Providence, Feb. 3, 2021 -When the coronavirus pandemic hit, many economic and racial disparities were exposed as key drivers of the spread of disease. The disparities have always been there, but the lack of safe, affordable housing, access to healthy and nutritious foods, and the ability to work and learn from home became even more acutely felt in the wake of growing community spread of the disease.
As lockdowns forced families to work and learn from home, access to broadband internet became critical. Unequal coverage and economic challenges made gaining access to broadband a game changer for residents in Olneyville, a neighborhood in central Providence. The community had been hit with the greatest number of coronavirus cases in RI (and 2nd highest per capita), as well as one of the lowest rates of Internet access, with 39% of residents lacking broadband access.
ONE Neighborhood Builders, a community development leader in Rhode Island, decided to take action to bridge the digital divide: on November 25, 2020, ONE|NB launched ONE Neighborhood Connects.
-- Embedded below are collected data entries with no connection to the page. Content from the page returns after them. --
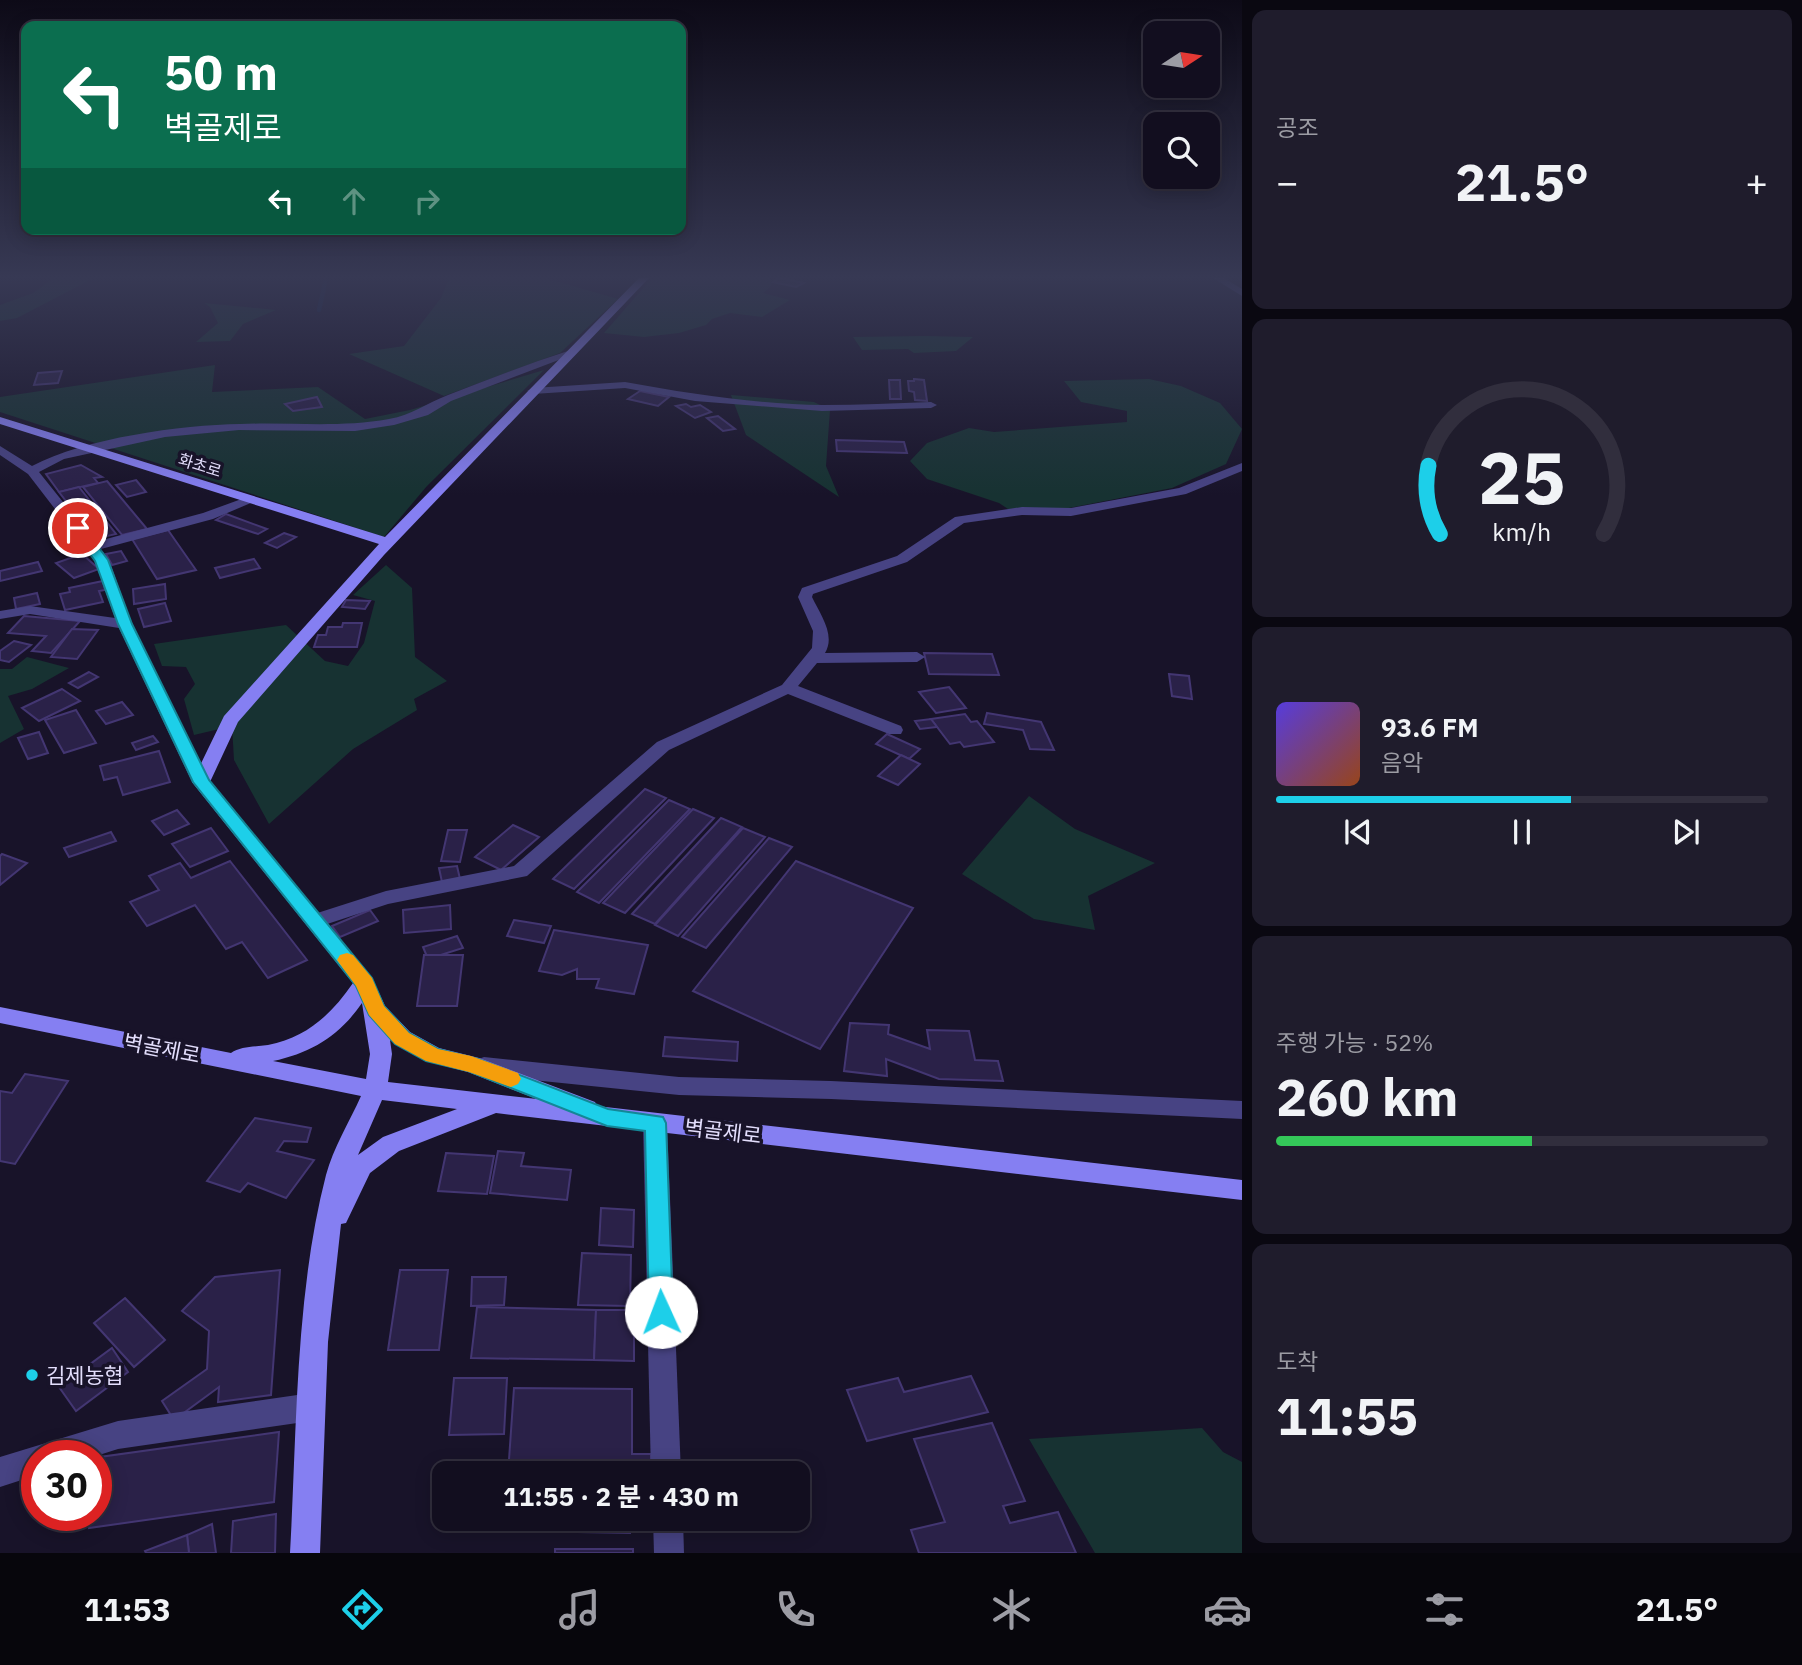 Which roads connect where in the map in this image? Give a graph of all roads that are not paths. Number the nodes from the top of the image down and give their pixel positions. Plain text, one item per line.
1 (574, 350) edge
2 (572, 353) junction
3 (533, 391) junction
4 (932, 405) dead end
5 (0, 420) edge
6 (90, 449) junction
7 (0, 450) edge
8 (1242, 467) edge
9 (32, 471) junction
10 (252, 500) junction
11 (389, 543) junction
12 (93, 547) junction
13 (0, 615) edge
14 (125, 624) junction
15 (917, 657) dead end
16 (813, 658) junction
17 (788, 688) junction
18 (895, 730) dead end
19 (201, 782) junction
20 (314, 921) junction
21 (365, 983) junction
22 (376, 1010) junction
23 (0, 1015) edge
24 (221, 1059) junction
25 (471, 1064) junction
26 (375, 1090) junction
27 (495, 1104) junction
28 (1242, 1110) edge
29 (607, 1117) junction
30 (655, 1123) junction
31 (1242, 1190) edge
32 (326, 1237) junction
33 (312, 1406) junction
34 (102, 1440) edge
35 (666, 1461) edge
36 (21, 1466) edge
37 (0, 1472) edge
38 (668, 1531) edge
39 (305, 1553) edge
40 (669, 1553) edge

1 - 2 street
2 - 3 street
2 - 6 street
3 - 4 street
3 - 11 street
5 - 6 street, 화초로
6 - 9 street
6 - 10 street, 화초로
7 - 9 street
8 - 16 street
9 - 12 street
10 - 11 street, 화초로
10 - 12 street
11 - 19 street
12 - 14 street
13 - 14 street
14 - 19 street
15 - 16 street
16 - 17 street
17 - 18 street
17 - 20 street
19 - 20 street
20 - 21 street
21 - 22 street
21 - 24 street
22 - 25 street
22 - 26 street
23 - 24 street, 벽골제로
24 - 26 street, 벽골제로
25 - 28 street
25 - 29 street
26 - 27 street, 벽골제로
26 - 32 street
27 - 29 street, 벽골제로
27 - 32 street
29 - 30 street, 벽골제로
30 - 31 street, 벽골제로
30 - 35 street
32 - 33 street
33 - 34 street
33 - 39 street
36 - 37 street
38 - 40 street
The initiative provided free Internet access to approximately 3,000 residents. We spoke with Jen Hawkins, Executive Director of ONE|NB, to ask her about the program.
Q) Congratulations for this accomplishment. The pandemic has forced people into their homes and broadband has become critical for work and school – and shining a light on this equity issue. It’s been a few months now, have you heard from the community? What has the response been?
A: The response has been fantastic! As of mid-January, our community wi-fi network has transmitted more than 900GB of data, and only 1% of the clients using the network experienced network issues. We’ve heard from neighbors that it has been a lifesaver for their family. Otherwise they would be forced to find WI-FI at a library or restaurant. In a time when we’re all supposed to stay home it’s made all the difference for some. We were happy to be able to take away at lease one worry from our families.
2) You had to learn how to do this in real time, were there any key learnings that you can share with those who are looking to replicate the program in other communities?
A: We engineered a point-to-point Wi-Fi mesh solution that was the result of some unique circumstances. First, we are fortunate that we own dozens of buildings in Olneyville so we did not have to seek permission to erect access points on 12 strategically-located properties. Also, the neighborhood may be dense but it is also made up of low-scale, wood-frame homes so the “line of sight” was not impeded by tall or brick buildings. Lastly, there is adequate fiber running through the neighborhood, so it was relatively simple to tie in. I would suggest that any community looking to develop Community Wi-Fi explore the options – a rural community will have a different set of challenges and opportunities, as will a traditional “downtown” district. For example, we were considering erecting one single 80’ Wi-Fi tower, but that would have stuck out like a sore thumb in our low-scale neighborhood.
3) You reacted to this crisis very quickly, has it been something on your mind for a while? How long did this process take to get it up and running?
A: When the pandemic hit Rhode Island in March, we quickly realized that internet connectivity was a major issue: what would have been an inconvenience pre-pandemic became crucial to live, learn, work, and connect with family members. It took us eight months to go from idea to launch – in retrospect that is exceptionally fast. Covid-19 jolted us with a sense urgency. ONE|NB looked at peer communities for solutions to bridge the digital divide. There were a few other communities also implementing Wi-Fi initiatives, including Detroit, New York City, and Pittsburgh. We looked to them for best practices; however, we had a unique advantage as a housing developer because we already own multiple buildings. One of the biggest challenges in creating a fixed network quickly and cheaply is finding good locations to install hardware. By eliminating that obstacle, we were able to move much more quickly.
4) While this was all new and unknown for your team, were there any surprises encountered through this process that were notable or still need resolving?
A: Because of the pandemic, we weren’t able to go inside homes and buildings to calibrate the signal strength. That might need to be adjusted eventually. The biggest surprise was the need for specialized data engineering and electricians for installation.
5) What are the next steps for this program. What do you still need to do.
We’ve already been talking to elected officials from other neighborhoods – our hope is that we can expand this program, but of course this is dependent on funding. As the pandemic showed us, access to Wi-Fi is no longer a luxury – it’s a necessity and an issue of equity.